In more technical terms, it was dysentery, but you might be okay with the word diarrhea.

Dysentery followed Buchanan into the first weeks of his presidency, but he made it through the inauguration without a hitch.

1865 – Abraham Lincoln

(source: mx.tuhistory.com)

(source: mx.tuhistory.com)

Sometimes one needs a shot of spirits to get through difficult times. In the case of Andrew Johnson, the vice president to Abraham Lincoln, he may have had several shots.

To the horror of Lincoln, Johnson, whom audiences knew for short and sweet speeches, delivered a sloppy, babbling mess.

In his defense, he’d been fighting typhoid fever. At the time, the prescription for such an illness was whiskey.

I sense a touch of typhoid coming on right now.

1873 – Ulysses S. Grant

(source: kjrh.com)

(source: kjrh.com)

You know that scene in the movie where something triumphant happens. It’s that one where there’s an explosion, then somewhere in the background birds fly past the shot?

This was before movies, so who knows where Grant took his inspiration, but he thought releasing a few canaries would put the topper on his speech.

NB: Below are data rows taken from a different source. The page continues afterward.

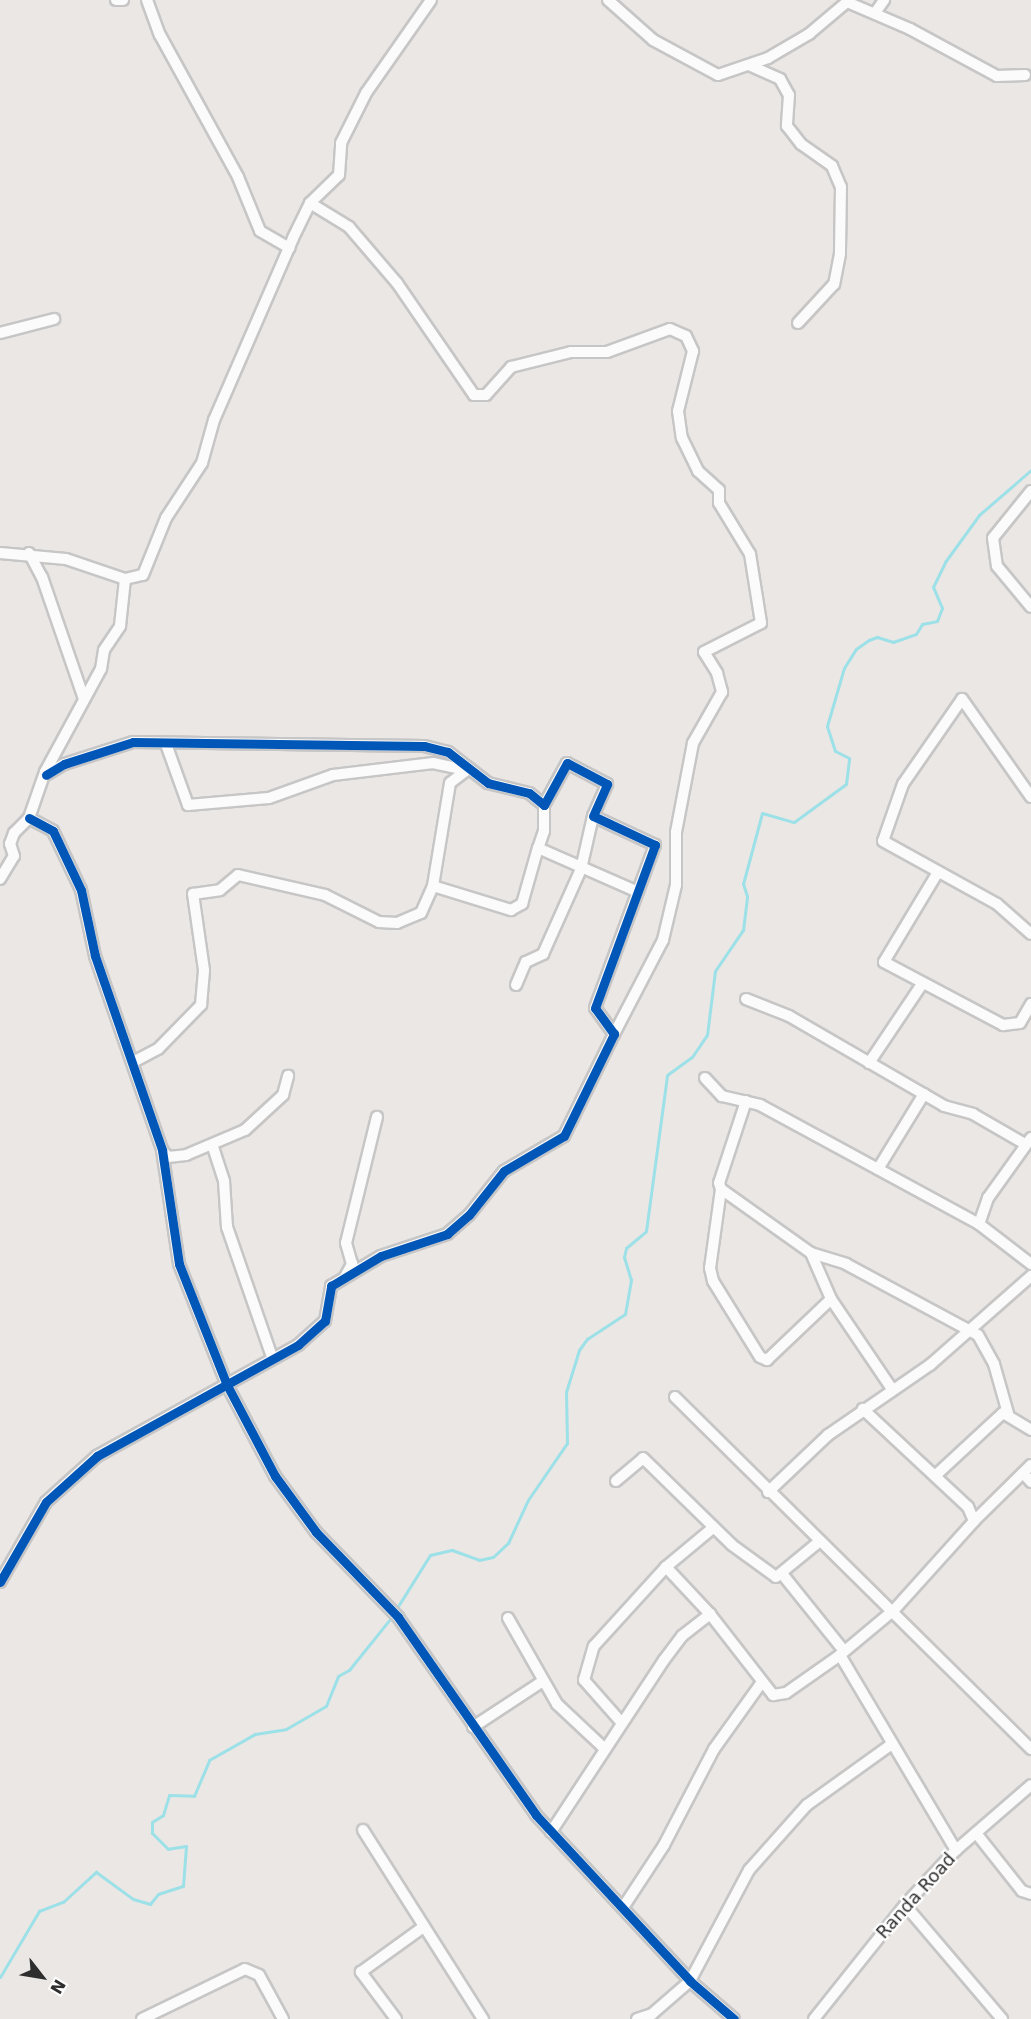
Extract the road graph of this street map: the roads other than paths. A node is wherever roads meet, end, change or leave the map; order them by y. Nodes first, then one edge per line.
1 (116, 0) edge
2 (123, 0) edge
3 (147, 0) edge
4 (608, 0) edge
5 (885, 0) edge
6 (428, 2) edge
7 (875, 13) junction
8 (751, 66) junction
9 (1025, 75) dead end
10 (310, 203) junction
11 (290, 248) junction
12 (54, 319) dead end
13 (798, 323) dead end
14 (0, 333) edge
15 (1031, 491) edge
16 (29, 553) junction
17 (0, 554) edge
18 (125, 579) junction
19 (1031, 608) edge
20 (84, 699) junction
21 (166, 744) junction
22 (467, 770) junction
23 (46, 775) junction
24 (1031, 797) edge
25 (544, 805) junction
26 (593, 816) junction
27 (29, 818) junction
28 (538, 848) junction
29 (581, 869) junction
30 (938, 872) junction
31 (0, 879) edge
32 (433, 886) junction
33 (638, 892) junction
34 (1031, 934) edge
35 (922, 984) junction
36 (516, 985) dead end
37 (746, 999) dead end
38 (1031, 1005) edge
39 (614, 1034) junction
40 (135, 1061) junction
41 (869, 1063) junction
42 (288, 1076) dead end
43 (705, 1077) dead end
44 (924, 1094) junction
45 (746, 1101) junction
46 (377, 1117) dead end
47 (1028, 1141) edge
48 (213, 1148) junction
49 (162, 1150) junction
50 (878, 1169) junction
51 (721, 1189) junction
52 (979, 1224) junction
53 (811, 1253) junction
54 (1031, 1264) edge
55 (1031, 1276) edge
56 (341, 1281) junction
57 (831, 1299) junction
58 (973, 1331) junction
59 (272, 1357) junction
60 (227, 1385) junction
61 (892, 1389) junction
62 (675, 1397) dead end
63 (863, 1409) junction
64 (1008, 1413) junction
65 (1031, 1430) edge
66 (1031, 1465) edge
67 (1023, 1473) junction
68 (936, 1475) junction
69 (616, 1481) dead end
70 (1031, 1482) edge
71 (768, 1492) junction
72 (974, 1521) junction
73 (714, 1527) junction
74 (820, 1541) junction
75 (666, 1567) junction
76 (783, 1575) junction
77 (0, 1582) edge
78 (894, 1610) junction
79 (710, 1614) junction
80 (508, 1618) dead end
81 (842, 1653) junction
82 (543, 1681) junction
83 (762, 1682) junction
84 (621, 1722) junction
85 (472, 1728) junction
86 (892, 1744) junction
87 (605, 1749) junction
88 (1031, 1749) edge
89 (1031, 1785) edge
90 (363, 1830) dead end
91 (551, 1832) junction
92 (976, 1833) junction
93 (956, 1850) junction
94 (1030, 1897) edge
95 (905, 1905) junction
96 (624, 1906) junction
97 (422, 1928) junction
98 (690, 1981) junction
99 (142, 2019) edge
100 (284, 2019) edge
101 (396, 2019) edge
102 (483, 2019) edge
103 (637, 2019) edge
104 (734, 2019) edge
105 (814, 2019) edge
106 (1002, 2019) edge

1 - 2 street
3 - 11 street
4 - 8 street
5 - 7 street
6 - 10 street
7 - 8 street
7 - 9 street
8 - 13 street
10 - 11 street
10 - 39 street
11 - 18 street
12 - 14 street
15 - 19 street
16 - 17 street
16 - 18 street
16 - 20 street
18 - 20 street
20 - 23 street
21 - 22 street
21 - 22 street
21 - 23 street
22 - 25 street
22 - 32 street
23 - 27 street
24 - 30 street
25 - 26 street
25 - 28 street
26 - 29 street
26 - 33 street
27 - 31 street
27 - 40 street
28 - 29 street
28 - 32 street
29 - 33 street
29 - 36 street
30 - 34 street
30 - 35 street
32 - 40 street
33 - 39 street
35 - 38 street
35 - 41 street
37 - 41 street
39 - 56 street
40 - 49 street
41 - 44 street
42 - 48 street
43 - 45 street
44 - 47 street
44 - 50 street
45 - 50 street
45 - 51 street
46 - 56 street
47 - 52 street
48 - 49 street
48 - 59 street
49 - 60 street
50 - 52 street
51 - 53 street
51 - 57 street
52 - 54 street
53 - 57 street
53 - 58 street
55 - 58 street
56 - 59 street
57 - 61 street
58 - 61 street
58 - 64 street
59 - 60 street
60 - 77 street
60 - 85 street
61 - 63 street
62 - 71 street
63 - 68 street
63 - 71 street
64 - 65 street
64 - 68 street
66 - 67 street
67 - 70 street
67 - 72 street
68 - 72 street
69 - 73 street
71 - 74 street
72 - 78 street
73 - 75 street
73 - 76 street
74 - 76 street
74 - 78 street
75 - 79 street
75 - 84 street
76 - 81 street
78 - 81 street
78 - 88 street
79 - 83 street
79 - 84 street
80 - 82 street
81 - 83 street
81 - 86 street
82 - 85 street
82 - 87 street
83 - 96 street
84 - 87 street
85 - 91 street
86 - 93 street
86 - 98 street
87 - 91 street
89 - 92 street, Randa Road
90 - 97 street
91 - 96 street
92 - 93 street, Randa Road
92 - 94 street
93 - 95 street, Randa Road
95 - 105 street, Randa Road
95 - 106 street
96 - 98 street
97 - 101 street
97 - 102 street
98 - 103 street
98 - 104 street
99 - 100 street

DC can get chilly in March, the month we used to inaugurate presidents. In 1873 it was 4 degrees that day. The birds, about 100 of them, froze to death waiting for their release.

1961 – John F. Kennedy

(source: npr.org)

(source: npr.org)

Of the man, most people know this much, someone assassinated him. What they rarely remember is that we almost lost him to a fire on his first inauguration. That wasn’t the only fail.

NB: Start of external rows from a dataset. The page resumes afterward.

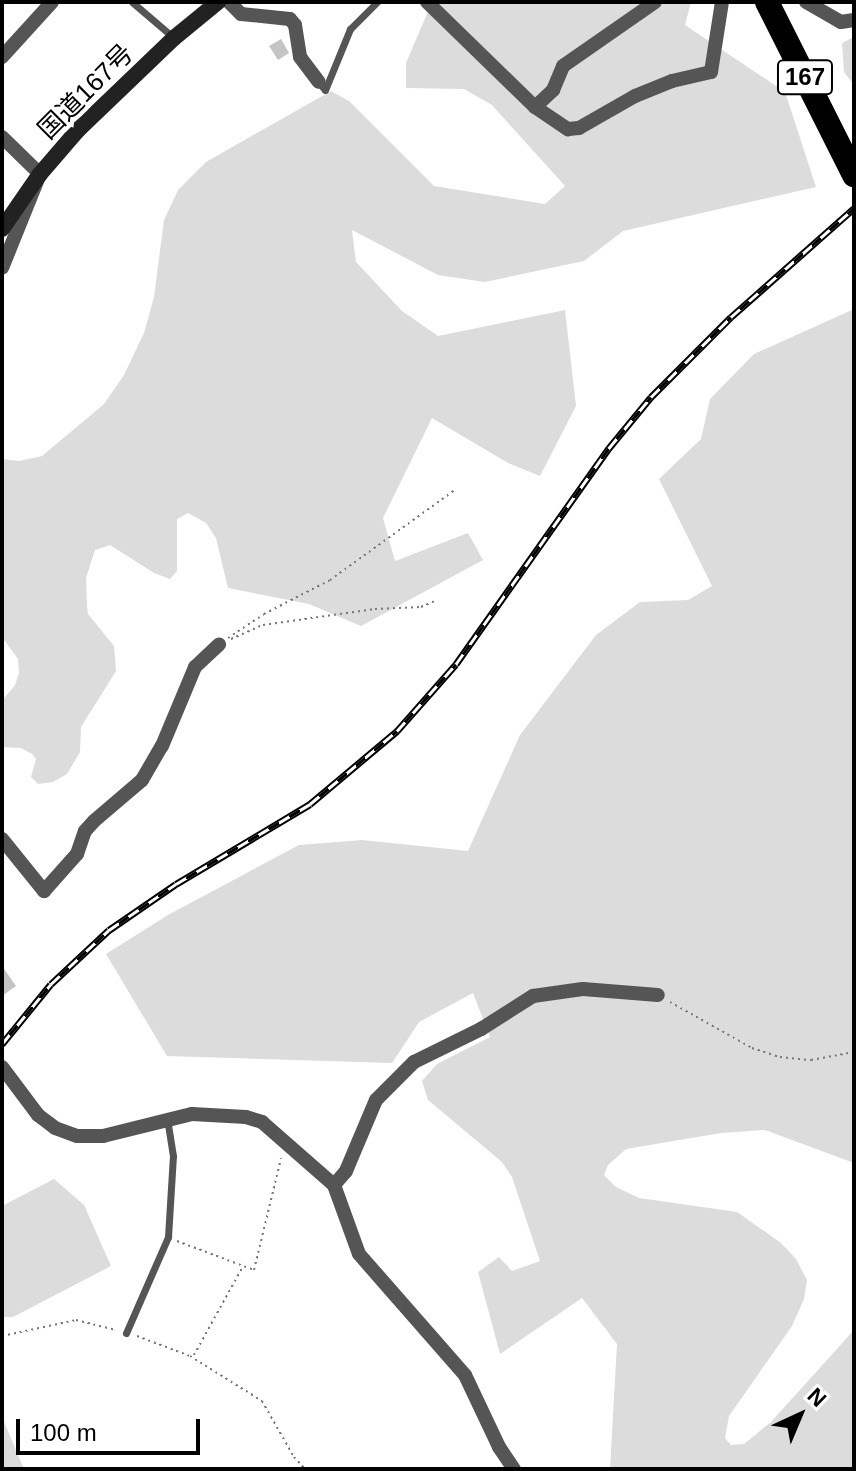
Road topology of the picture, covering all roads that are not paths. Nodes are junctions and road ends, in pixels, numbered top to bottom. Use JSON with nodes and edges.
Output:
{"nodes":[{"id":1,"x":52,"y":2,"type":"edge"},
{"id":2,"x":132,"y":2,"type":"edge"},
{"id":3,"x":218,"y":2,"type":"edge"},
{"id":4,"x":229,"y":2,"type":"edge"},
{"id":5,"x":377,"y":2,"type":"edge"},
{"id":6,"x":655,"y":2,"type":"edge"},
{"id":7,"x":722,"y":2,"type":"edge"},
{"id":8,"x":767,"y":2,"type":"edge"},
{"id":9,"x":806,"y":2,"type":"edge"},
{"id":10,"x":430,"y":3,"type":"edge"},
{"id":11,"x":854,"y":20,"type":"edge"},
{"id":12,"x":174,"y":38,"type":"junction"},
{"id":13,"x":2,"y":57,"type":"edge"},
{"id":14,"x":319,"y":82,"type":"joint"},
{"id":15,"x":535,"y":107,"type":"junction"},
{"id":16,"x":2,"y":137,"type":"edge"},
{"id":17,"x":40,"y":174,"type":"junction"},
{"id":18,"x":854,"y":175,"type":"edge"},
{"id":19,"x":2,"y":229,"type":"edge"},
{"id":20,"x":2,"y":268,"type":"edge"},
{"id":21,"x":219,"y":645,"type":"road end"},
{"id":22,"x":2,"y":839,"type":"edge"},
{"id":23,"x":658,"y":995,"type":"road end"},
{"id":24,"x":2,"y":1067,"type":"edge"},
{"id":25,"x":167,"y":1120,"type":"junction"},
{"id":26,"x":334,"y":1185,"type":"junction"},
{"id":27,"x":126,"y":1333,"type":"road end"},
{"id":28,"x":514,"y":1469,"type":"edge"}],
"edges":[{"from":1,"to":13,"type":"street"},
{"from":2,"to":12,"type":"lane"},
{"from":3,"to":12,"type":"street","name":"国道167号"},
{"from":4,"to":14,"type":"street"},
{"from":5,"to":14,"type":"lane"},
{"from":6,"to":15,"type":"street"},
{"from":7,"to":15,"type":"street"},
{"from":8,"to":18,"type":"highway","number":"167"},
{"from":9,"to":11,"type":"street"},
{"from":10,"to":15,"type":"street"},
{"from":12,"to":17,"type":"street","name":"国道167号"},
{"from":16,"to":17,"type":"street"},
{"from":17,"to":19,"type":"street","name":"国道167号"},
{"from":17,"to":20,"type":"street"},
{"from":21,"to":22,"type":"street"},
{"from":23,"to":26,"type":"street"},
{"from":24,"to":25,"type":"street"},
{"from":25,"to":26,"type":"street"},
{"from":25,"to":27,"type":"lane"},
{"from":26,"to":28,"type":"street"}]}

Eight inches of snow had coated DC the night before. Then Robert Frost failed to remember the poem he’d written for the occasion, so he recited an older one.

The craziest bit was, during Kennedy’s speech, an electrical fire broke out under the podium. Security quickly put it out, so nobody really noticed.

1973 – Richard Nixon

(source: homeofheroes.com)

(source: homeofheroes.com)

Fearing an onslaught of pigeons, Nixon asked organizers to spray his parade route with chemicals. After all, one can’t look presidential with bird poo on his shoulder.

The spraying went off as planned, but what happened next even Nixon couldn’t hide. They found the streets of his parade route littered with bird carcasses. Was it an omen?